[Exercise goal]: Where "each" occurs in a line of the entries below, copy that line.

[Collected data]
▼
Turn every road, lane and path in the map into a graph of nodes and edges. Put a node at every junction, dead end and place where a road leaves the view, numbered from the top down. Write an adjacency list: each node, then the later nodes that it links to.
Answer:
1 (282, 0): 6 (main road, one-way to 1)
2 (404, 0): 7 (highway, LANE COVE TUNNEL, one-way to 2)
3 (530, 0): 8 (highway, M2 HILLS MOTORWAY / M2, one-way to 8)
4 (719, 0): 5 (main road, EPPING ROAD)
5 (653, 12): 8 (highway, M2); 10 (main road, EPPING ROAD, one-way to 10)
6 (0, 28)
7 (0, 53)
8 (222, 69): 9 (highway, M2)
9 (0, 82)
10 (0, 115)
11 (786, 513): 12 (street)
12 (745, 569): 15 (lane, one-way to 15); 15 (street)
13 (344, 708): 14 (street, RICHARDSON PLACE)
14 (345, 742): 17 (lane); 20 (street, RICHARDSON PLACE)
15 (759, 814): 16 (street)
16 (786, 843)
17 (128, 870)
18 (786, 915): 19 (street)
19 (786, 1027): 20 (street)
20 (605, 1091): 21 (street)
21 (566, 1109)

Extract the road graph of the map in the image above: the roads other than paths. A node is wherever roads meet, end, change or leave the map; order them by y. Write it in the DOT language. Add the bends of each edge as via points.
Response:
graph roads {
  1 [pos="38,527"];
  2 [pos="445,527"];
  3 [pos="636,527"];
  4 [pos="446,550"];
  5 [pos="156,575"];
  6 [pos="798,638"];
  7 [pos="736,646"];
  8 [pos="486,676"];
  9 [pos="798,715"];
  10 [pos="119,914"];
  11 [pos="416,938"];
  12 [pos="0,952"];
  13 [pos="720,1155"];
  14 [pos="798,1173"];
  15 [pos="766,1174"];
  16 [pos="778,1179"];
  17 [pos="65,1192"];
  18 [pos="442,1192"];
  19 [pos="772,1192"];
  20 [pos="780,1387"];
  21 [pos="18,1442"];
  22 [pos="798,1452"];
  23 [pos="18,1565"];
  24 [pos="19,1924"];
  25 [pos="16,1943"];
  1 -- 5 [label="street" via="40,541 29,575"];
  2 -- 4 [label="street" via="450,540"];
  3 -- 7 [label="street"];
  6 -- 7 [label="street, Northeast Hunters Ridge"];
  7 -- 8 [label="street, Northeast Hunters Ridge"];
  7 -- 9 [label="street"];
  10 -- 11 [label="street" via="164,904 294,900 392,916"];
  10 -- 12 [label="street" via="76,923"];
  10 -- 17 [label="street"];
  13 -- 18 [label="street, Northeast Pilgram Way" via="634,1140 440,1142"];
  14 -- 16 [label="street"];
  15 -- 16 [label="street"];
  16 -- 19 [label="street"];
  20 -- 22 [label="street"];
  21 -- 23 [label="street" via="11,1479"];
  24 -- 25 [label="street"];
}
▲
[Result for this task]:
Turn every road, lane and path in the map into a graph of nodes and edges. Put a node at every junction, dead end and place where a road leaves the view, numbered from the top down. Write an adjacency list: each node, then the later nodes that it links to.
Extract the road graph of the map in the image above: the roads other than paths. A node is wherever roads meet, end, change or leave the map; order them by y. Write it in the DOT language. Add the bends of each edge as via points.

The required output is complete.